Welcome to the 4th Cambridge Information Theory Colloquium! We are organising this one-day event on Friday, 29 May 2026, centred around top-quality talks in information theory and related areas. In addition, there will be a poster session for doctoral students and postdoctoral researchers. The main aim is to bring together UK researchers in information theory and related areas as well as friends of the UK information theory community.
Department of Engineering, University of Cambridge, Trumpington Street, Cambridge CB2 1PZ, UK. Room: LR4, Baker building (next to reception).
| Event | Time |
|---|---|
| Coffee Meet-and-Greet | 11:00 – 11:30 |
| Yana Shkel | 11:30 – 12:30 |
| Group Photo | 12:30 – 12:45 |
| Lunch and Poster Session | 12:45 – 14:00 |
| Frans Willems | 14:00 – 15:00 |
| Coffee Break | 15:00 – 15:45 |
| Giuseppe Durisi | 15:45 – 16:45 |
Composition Theorems for Differential Privacy via Hypothesis Testing
Yana Shkel, École Polytechnique Fédérale de Lausanne
Abstract: Differential privacy (DP) is a widely studied worst-case privacy measure which provides strong guarantees on the ability to distinguish between two neighboring databases. The classic definition of DP could be alternatively formulated as a constraint on the trade-off function of the hypothesis test employed by the adversary. This perspective not only gives powerful tools to prove composition theorems for DP mechanisms, but also motivates a recently introduced generalization of DP, known as f-DP. In this talk we overview the established literature on hypothesis testing and (f-)DP, with particular focus on composition theorems. We highlight some of our recent results which included the exact composition of mechanisms for which two DP constraints hold simultaneously. The resulting privacy region admits an exact representation as a mixture over compositions of mechanisms of heterogeneous DP guarantees, yielding a framework that naturally generalizes to the composition of mechanisms for which any number of DP constraints hold. This result is shown through a structural lemma for mixtures of binary hypothesis tests. Finally, we apply the developed methodology to approximate finite f-DP compositions.

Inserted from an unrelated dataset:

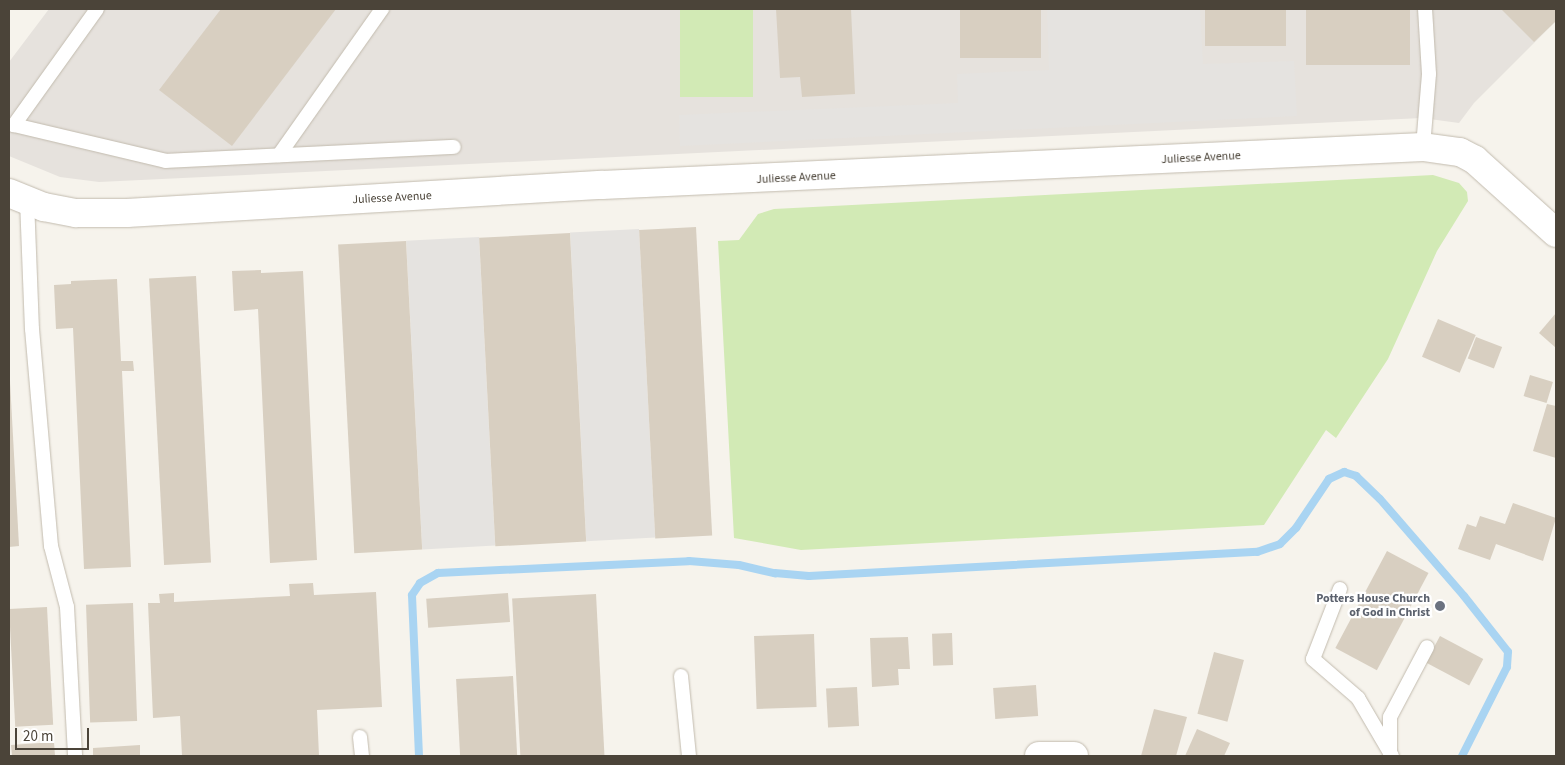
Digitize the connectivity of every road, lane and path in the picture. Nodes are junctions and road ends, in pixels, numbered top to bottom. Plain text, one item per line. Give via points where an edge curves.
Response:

Yana Shkel is an Assistant Professor at the École Polytechnique Fédérale de Lausanne, affiliated with the Information Processing Group in the School of Computer and Communication Sciences. She received her PhD in Electrical and Computer Engineering from the University of Wisconsin–Madison in 2014 and was a Postdoctoral Researcher at Princeton University and the University of Illinois at Urbana–Champaign before joining EPFL in 2019.
Waiting and Weighting
Frans Willems, Eindhoven University of Technology
Abstract: We give a brief introduction to two universal source coding algorithms, i.e., the Repetition-Time algorithm (W. 1989) and the Context-Tree Weighting algorithm [W., Shtarkov, and Tjalkens (1995)]. We investigate what codeword-lengths these algorithms achieve, compared to ideal codeword-lengths. However, the main focus of the lecture will be on the Context-Tree Weighting algorithm. We discuss its compression performance on text-files. We use the Context-Tree Maximizing algorithm for the extraction of models from these text-files, and discuss the storage of these models. Good compression can be achieved when using letters as basic elements. However, we can also scale up from letters to tokens. The effect on the overall compression turns out to be small, but we observed that the extracted token-model achieves a better compression than a letter-model. The Context-Tree Weighting method can be used for finding a language model, but a major drawback is that its context-length is very small.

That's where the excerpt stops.